I have the following code with custom functions:
import numpy as np
from scipy.integrate import quad
from scipy.special import binom
from scipy.stats import norm
import math as mt
ranks = np.array([[8, 5, 3, 7, 6, 2, 1, 4],
[8, 5, 3, 7, 6, 2, 1, 4]])
def E(r, n):
print(r,n)
def f(x):
F = Phi(x)
return x*(1-F)**(r-1)*F**(n-r)*phi(x)
return -r*binom(n, r)*quad(f, -inf, inf)[0]
I want to apply the function E over each row of the array ranks
.
I tried np.apply_along_axis
but the problem I'm having is that I have 2 arguments for the function: the individual rank of an element in a row of an array ( r
) and the length of that row ( n
).
Also, I'm wondering if it would be faster and better anyway to use map
as with the accepted answer to the question referenced above (because speed is important with this).
Here's what I've tried:
result = np.apply_along_axis(E, 1, ranks)

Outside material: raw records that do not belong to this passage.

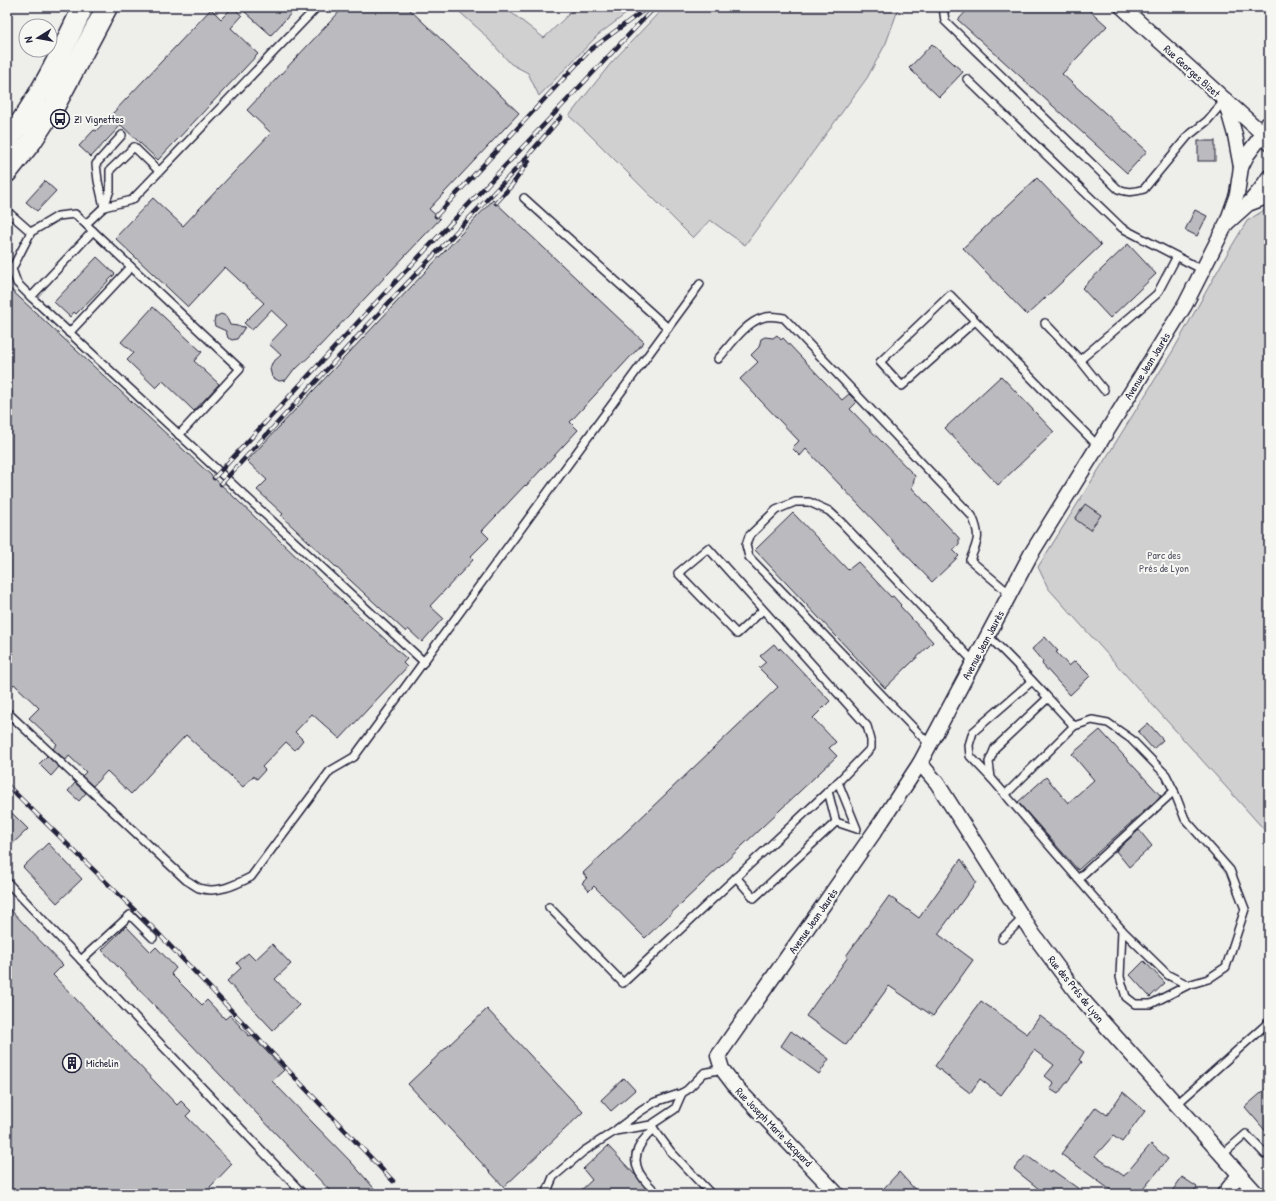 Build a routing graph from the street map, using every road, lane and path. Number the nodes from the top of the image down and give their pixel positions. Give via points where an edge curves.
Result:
1 (83, 7) edge
2 (107, 7) edge
3 (317, 7) edge
4 (943, 7) edge
5 (1122, 7) edge
6 (967, 78) dead end
7 (1225, 100) junction
8 (1267, 134) edge
9 (122, 135) dead end
10 (7, 141) edge
11 (1241, 167) junction
12 (159, 171) junction
13 (7, 172) edge
14 (1269, 177) edge
15 (1269, 196) edge
16 (524, 198) dead end
17 (1248, 204) junction
18 (104, 207) junction
19 (7, 211) edge
20 (1227, 222) junction
21 (86, 224) junction
22 (93, 231) junction
23 (31, 232) junction
24 (1176, 258) junction
25 (131, 267) junction
26 (9, 269) edge
27 (1203, 270) junction
28 (700, 284) dead end
29 (31, 297) junction
30 (975, 321) junction
31 (1046, 323) dead end
32 (668, 328) junction
33 (69, 333) junction
34 (718, 359) dead end
35 (1080, 360) junction
36 (1104, 390) dead end
37 (179, 435) junction
38 (1098, 446) junction
39 (1010, 594) junction
40 (763, 610) junction
41 (988, 636) junction
42 (424, 662) junction
43 (974, 662) junction
44 (1032, 681) junction
45 (1048, 698) junction
46 (7, 712) edge
47 (1074, 726) junction
48 (930, 745) junction
49 (920, 763) junction
50 (991, 778) junction
51 (838, 782) junction
52 (828, 791) junction
53 (1174, 791) junction
54 (1005, 795) junction
55 (836, 822) junction
56 (857, 829) junction
57 (870, 838) junction
58 (736, 877) junction
59 (1078, 879) junction
60 (7, 882) edge
61 (549, 907) dead end
62 (1023, 918) junction
63 (1122, 930) junction
64 (153, 938) dead end
65 (1002, 940) dead end
66 (81, 960) junction
67 (1188, 985) junction
68 (1269, 1022) edge
69 (720, 1063) junction
70 (682, 1093) junction
71 (1177, 1104) junction
72 (653, 1127) junction
73 (615, 1131) junction
74 (1269, 1150) edge
75 (1222, 1155) junction
76 (1239, 1175) junction
77 (303, 1194) edge
78 (546, 1194) edge
79 (658, 1194) edge
80 (711, 1194) edge
81 (838, 1194) edge
82 (1224, 1194) edge
83 (1257, 1194) edge

1 - 10 main road via 62,52 23,121
2 - 13 main road via 55,105 31,142
3 - 12 lane
4 - 7 lane via 945,21 1118,189 1126,192 1144,189 1188,136
5 - 7 street, Rue Georges Bizet
6 - 24 lane via 1122,228
7 - 8 street, Rue Georges Bizet
7 - 11 street, Avenue Jean Jaurès
8 - 11 street, Avenue Jean Jaurès via 1247,155
9 - 18 lane via 96,164
11 - 20 street, Avenue Jean Jaurès
12 - 18 lane via 132,200
12 - 18 lane via 134,147 110,170 110,190
14 - 17 street, Avenue Jean Jaurès
15 - 17 street, Avenue Jean Jaurès
16 - 32 lane
17 - 20 street, Avenue Jean Jaurès
18 - 21 lane
19 - 23 lane
20 - 27 street, Avenue Jean Jaurès
21 - 22 lane
21 - 23 lane via 75,214 58,216
22 - 25 lane
22 - 29 lane
23 - 26 lane
24 - 27 lane
24 - 35 lane via 1157,294
25 - 33 lane
25 - 37 lane via 240,369
26 - 29 lane via 17,283
27 - 38 street, Avenue Jean Jaurès via 1185,305
28 - 32 lane
29 - 33 lane
30 - 30 lane via 902,386 880,362 950,295
30 - 38 lane
31 - 35 lane
32 - 42 lane
33 - 37 lane
34 - 39 lane via 749,324 762,317 784,318 972,516 978,529 978,541 970,560
35 - 36 lane
37 - 42 lane
38 - 39 street, Avenue Jean Jaurès via 1031,554
39 - 41 street, Avenue Jean Jaurès
40 - 40 lane via 737,634 678,573 708,548
40 - 51 lane via 867,726 871,748
41 - 43 street, Avenue Jean Jaurès
41 - 44 lane
42 - 46 lane via 354,757 330,771 251,877 219,890 200,888 186,880
43 - 48 street, Avenue Jean Jaurès
43 - 48 lane via 829,511 809,502 795,502 776,510 749,536 746,545 749,557
44 - 45 lane
44 - 50 lane via 973,732 969,745 970,756
45 - 47 lane
45 - 50 lane via 995,748 989,762
47 - 53 lane via 1092,720 1108,723 1131,739 1166,775
47 - 54 lane
48 - 49 street, Avenue Jean Jaurès
49 - 57 street, Avenue Jean Jaurès
49 - 62 street, Rue des Prés de Lyon via 937,783
50 - 54 lane
51 - 52 lane
51 - 56 lane
52 - 55 lane
52 - 58 lane
53 - 59 lane
53 - 67 lane via 1185,819 1230,870 1245,909 1226,967 1208,979
54 - 59 lane
55 - 56 lane
55 - 58 lane via 754,898
56 - 57 lane
57 - 69 street, Avenue Jean Jaurès
58 - 61 lane via 623,983
59 - 63 lane
60 - 66 lane
62 - 65 lane
62 - 71 street, Rue des Prés de Lyon via 1078,996
63 - 67 lane via 1168,975
63 - 67 lane via 1120,976 1126,996 1134,1004 1151,1004
64 - 66 lane via 130,915
66 - 77 lane
68 - 71 lane
69 - 70 lane via 704,1073
69 - 81 street, Rue Joseph Marie Jacquard via 735,1086
70 - 72 lane via 675,1109
70 - 73 lane via 655,1102
71 - 75 street, Rue des Prés de Lyon
72 - 73 lane
72 - 79 lane via 643,1139 636,1156 642,1177
72 - 80 lane via 671,1152
73 - 78 lane via 584,1151 553,1177
74 - 75 lane via 1265,1154 1246,1134
75 - 76 street, Rue des Prés de Lyon
76 - 82 street
76 - 83 street, Rue des Prés de Lyon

Issue: I need to provide the n
argument. Also, this may be slower than mapping.
#not sure if the "*" is needed or what it does.
def E2(i):
return [*E(ranks[i], len(ranks[i]))]
it = 2 #2 rows (iterations)
indx = np.arange(it)
result = np.array(list(map(E2, indx)))
Issue: Needs 1 rank at a time, per row. Not sure how to achieve this.
Thanks in advance!
Since you haven't specified the imports for Phi
, quad
etc, I won't try to provide a working example.
def E(r, n):
print(r,n)
def f(x):
F = Phi(x)
return x*(1-F)**(r-1)*F**(n-r)*phi(x)
return -r*binom(n, r)*quad(f, -inf, inf)[0]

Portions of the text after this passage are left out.